- Directed by: Paolo Strippoli
- Screenplay by: Paolo Strippoli Jacopo Del Giudice Gustavo Hernandez
- Starring: Fabrizio Rongione; Cristiana Dell'Anna; Francesco Gheghi; Aurora Menenti;
- Cinematography: Cristiano Di Nicola
- Edited by: Marco Spoletini
- Music by: Raf Keunen
- Distributed by: Fandango
- Release date: 2022;
- Countries: Italy Belgium

= Flowing (2022 film) =

2022 horror film

Flowing (Piove) is a 2022 Italian-Belgian horror film co-written and directed by Paolo Strippoli, starring Fabrizio Rongione and Cristiana Dell'Anna.

== Cast ==
- Fabrizio Rongione as Thomas
- Cristiana Dell'Anna as Cristina
- Francesco Gheghi as Enrico
- Leon de la Vallée as Gianluca
- Ondina Quadri as Alice
- Orso Maria Guerrini as Mr. Ferrini
- Elena Di Cioccio as Marta
- Nicolò Galasso as Giacomo
- Federigo Ceci as Leonardo
- Pietro Bontempo as Giacomo's Father
- Aurora Menenti as Barbara
- Francesco Russo as Clerk

==Production==
The screenplay of the film won the Solinas Prize in 2017. Principal photography started in Rome in February 2021. The film was produced by Propaganda Italia, in association with Polifemo and GapBusters.

==Release==
The film had its world premiere at the 2022 Fantastic Fest, and was later screened in numerous festivals including Rome Film Festival, Sitges Film Festival, Brooklyn Horror Film Festival, Strasbourg European Fantastic Film Festival, and Trieste Science+Fiction Festival. It was released in Italian cinemas on 10 November 2022.

==Reception==
La Repubblicas film critic Alberto Crespi praised the film, describing Flowing as 'a horror film with a mournful and melodramatic heart' that proved the genre being still alive, even in Italy.

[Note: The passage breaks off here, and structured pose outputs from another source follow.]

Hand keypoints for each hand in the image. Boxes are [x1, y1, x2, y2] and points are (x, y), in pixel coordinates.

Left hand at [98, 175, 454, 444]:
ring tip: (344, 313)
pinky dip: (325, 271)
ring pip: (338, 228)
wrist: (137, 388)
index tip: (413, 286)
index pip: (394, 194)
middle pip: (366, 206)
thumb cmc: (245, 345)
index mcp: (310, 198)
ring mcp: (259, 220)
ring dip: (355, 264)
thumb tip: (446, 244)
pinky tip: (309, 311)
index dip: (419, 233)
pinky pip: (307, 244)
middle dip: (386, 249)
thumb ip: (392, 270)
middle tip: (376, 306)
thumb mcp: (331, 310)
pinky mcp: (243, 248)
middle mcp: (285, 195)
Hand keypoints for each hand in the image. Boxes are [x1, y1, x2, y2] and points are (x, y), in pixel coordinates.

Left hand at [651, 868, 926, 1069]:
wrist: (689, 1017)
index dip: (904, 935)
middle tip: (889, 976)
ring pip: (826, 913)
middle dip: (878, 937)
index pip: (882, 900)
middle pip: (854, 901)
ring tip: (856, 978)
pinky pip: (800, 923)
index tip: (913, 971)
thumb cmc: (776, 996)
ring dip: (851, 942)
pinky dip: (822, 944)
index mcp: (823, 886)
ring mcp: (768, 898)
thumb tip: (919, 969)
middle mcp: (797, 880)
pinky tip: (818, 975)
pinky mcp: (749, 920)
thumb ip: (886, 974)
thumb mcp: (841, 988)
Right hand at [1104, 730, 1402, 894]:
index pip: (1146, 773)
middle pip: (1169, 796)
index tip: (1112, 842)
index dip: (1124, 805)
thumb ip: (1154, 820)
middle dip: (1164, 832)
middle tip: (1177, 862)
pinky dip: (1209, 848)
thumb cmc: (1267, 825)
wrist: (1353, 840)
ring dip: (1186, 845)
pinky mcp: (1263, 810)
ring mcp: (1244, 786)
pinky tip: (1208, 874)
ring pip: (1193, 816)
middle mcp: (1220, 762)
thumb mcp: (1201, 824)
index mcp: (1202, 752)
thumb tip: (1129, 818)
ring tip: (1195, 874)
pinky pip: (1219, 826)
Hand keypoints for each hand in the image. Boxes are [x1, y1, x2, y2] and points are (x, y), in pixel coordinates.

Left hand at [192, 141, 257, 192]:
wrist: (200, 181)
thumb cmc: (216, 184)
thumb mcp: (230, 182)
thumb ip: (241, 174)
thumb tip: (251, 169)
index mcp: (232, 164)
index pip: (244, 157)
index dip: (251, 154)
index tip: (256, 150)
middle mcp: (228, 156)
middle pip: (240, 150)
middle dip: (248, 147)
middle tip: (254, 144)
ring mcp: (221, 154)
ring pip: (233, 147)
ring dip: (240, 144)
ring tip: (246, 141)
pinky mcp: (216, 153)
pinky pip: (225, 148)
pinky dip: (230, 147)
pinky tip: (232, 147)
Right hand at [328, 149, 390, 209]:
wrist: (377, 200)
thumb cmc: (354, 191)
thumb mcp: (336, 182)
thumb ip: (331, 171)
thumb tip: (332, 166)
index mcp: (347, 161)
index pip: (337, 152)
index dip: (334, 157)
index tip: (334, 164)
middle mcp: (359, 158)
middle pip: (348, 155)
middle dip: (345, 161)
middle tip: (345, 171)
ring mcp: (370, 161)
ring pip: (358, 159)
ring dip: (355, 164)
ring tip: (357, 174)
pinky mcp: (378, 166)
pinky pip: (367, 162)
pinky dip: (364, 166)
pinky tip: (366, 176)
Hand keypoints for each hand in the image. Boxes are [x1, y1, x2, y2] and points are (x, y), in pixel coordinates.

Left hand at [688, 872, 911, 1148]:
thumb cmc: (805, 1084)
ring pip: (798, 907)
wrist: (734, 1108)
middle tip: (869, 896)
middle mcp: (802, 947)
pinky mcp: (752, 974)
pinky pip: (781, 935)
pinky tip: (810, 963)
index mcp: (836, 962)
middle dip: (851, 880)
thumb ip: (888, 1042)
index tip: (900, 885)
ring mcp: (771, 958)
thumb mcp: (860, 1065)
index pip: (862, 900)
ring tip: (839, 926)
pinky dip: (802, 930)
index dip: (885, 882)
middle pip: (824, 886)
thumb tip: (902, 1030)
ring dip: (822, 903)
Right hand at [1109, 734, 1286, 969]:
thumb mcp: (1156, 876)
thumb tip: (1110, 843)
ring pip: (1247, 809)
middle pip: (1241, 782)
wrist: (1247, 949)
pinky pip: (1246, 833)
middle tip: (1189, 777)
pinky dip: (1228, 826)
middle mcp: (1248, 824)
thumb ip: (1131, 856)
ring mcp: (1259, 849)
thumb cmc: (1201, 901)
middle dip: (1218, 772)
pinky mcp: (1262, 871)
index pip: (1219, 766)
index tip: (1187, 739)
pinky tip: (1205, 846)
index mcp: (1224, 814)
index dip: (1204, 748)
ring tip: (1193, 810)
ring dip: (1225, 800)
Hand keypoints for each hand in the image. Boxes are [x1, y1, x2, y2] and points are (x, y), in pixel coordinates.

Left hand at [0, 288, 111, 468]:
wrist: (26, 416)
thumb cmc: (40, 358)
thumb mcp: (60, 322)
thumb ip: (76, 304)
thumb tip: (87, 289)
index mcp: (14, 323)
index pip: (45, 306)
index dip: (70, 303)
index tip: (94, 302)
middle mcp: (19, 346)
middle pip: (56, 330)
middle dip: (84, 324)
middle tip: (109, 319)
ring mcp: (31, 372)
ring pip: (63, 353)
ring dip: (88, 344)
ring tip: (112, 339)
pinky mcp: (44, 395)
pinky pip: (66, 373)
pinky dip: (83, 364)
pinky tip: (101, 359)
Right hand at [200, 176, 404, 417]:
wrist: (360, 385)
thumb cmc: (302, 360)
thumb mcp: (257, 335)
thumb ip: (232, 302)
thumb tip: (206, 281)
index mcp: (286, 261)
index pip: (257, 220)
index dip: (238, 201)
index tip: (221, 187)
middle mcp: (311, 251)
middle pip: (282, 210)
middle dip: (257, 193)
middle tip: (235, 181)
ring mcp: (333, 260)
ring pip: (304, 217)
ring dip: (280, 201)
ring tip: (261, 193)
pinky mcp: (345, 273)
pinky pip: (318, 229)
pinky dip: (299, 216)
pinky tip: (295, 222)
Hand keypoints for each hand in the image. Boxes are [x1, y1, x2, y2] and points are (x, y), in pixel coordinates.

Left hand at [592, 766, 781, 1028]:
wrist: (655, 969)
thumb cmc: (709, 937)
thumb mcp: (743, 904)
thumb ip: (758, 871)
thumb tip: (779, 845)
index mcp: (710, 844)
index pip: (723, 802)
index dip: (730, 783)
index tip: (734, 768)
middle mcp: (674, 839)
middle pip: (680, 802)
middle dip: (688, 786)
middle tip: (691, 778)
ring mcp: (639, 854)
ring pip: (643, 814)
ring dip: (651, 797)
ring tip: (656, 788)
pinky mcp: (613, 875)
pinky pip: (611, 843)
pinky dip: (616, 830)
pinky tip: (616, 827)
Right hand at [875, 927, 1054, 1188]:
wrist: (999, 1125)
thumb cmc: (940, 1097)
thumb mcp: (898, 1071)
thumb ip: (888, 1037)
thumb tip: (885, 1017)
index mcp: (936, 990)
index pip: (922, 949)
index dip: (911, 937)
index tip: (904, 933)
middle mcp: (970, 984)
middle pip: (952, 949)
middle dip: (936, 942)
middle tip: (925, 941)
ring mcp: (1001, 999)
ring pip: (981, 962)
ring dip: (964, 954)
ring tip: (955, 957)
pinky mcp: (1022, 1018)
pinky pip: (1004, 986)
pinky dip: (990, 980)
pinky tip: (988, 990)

Camillo De Marco from Cineuropa described the film as an 'emotional horror film' inclinating 'towards a hybridisation of films observing society and genre films'. Douglas Davidson from Elements of Madness wrote: 'Though Flowing is very on-the-nose with its messaging, it’s no less impactful due to its creativity'. Sara D’Ascenzo from Corriere del Veneto was more critical of the film, noting it 'seem more like a rough draft, a film school graduation essay, than an accomplished artistic act'.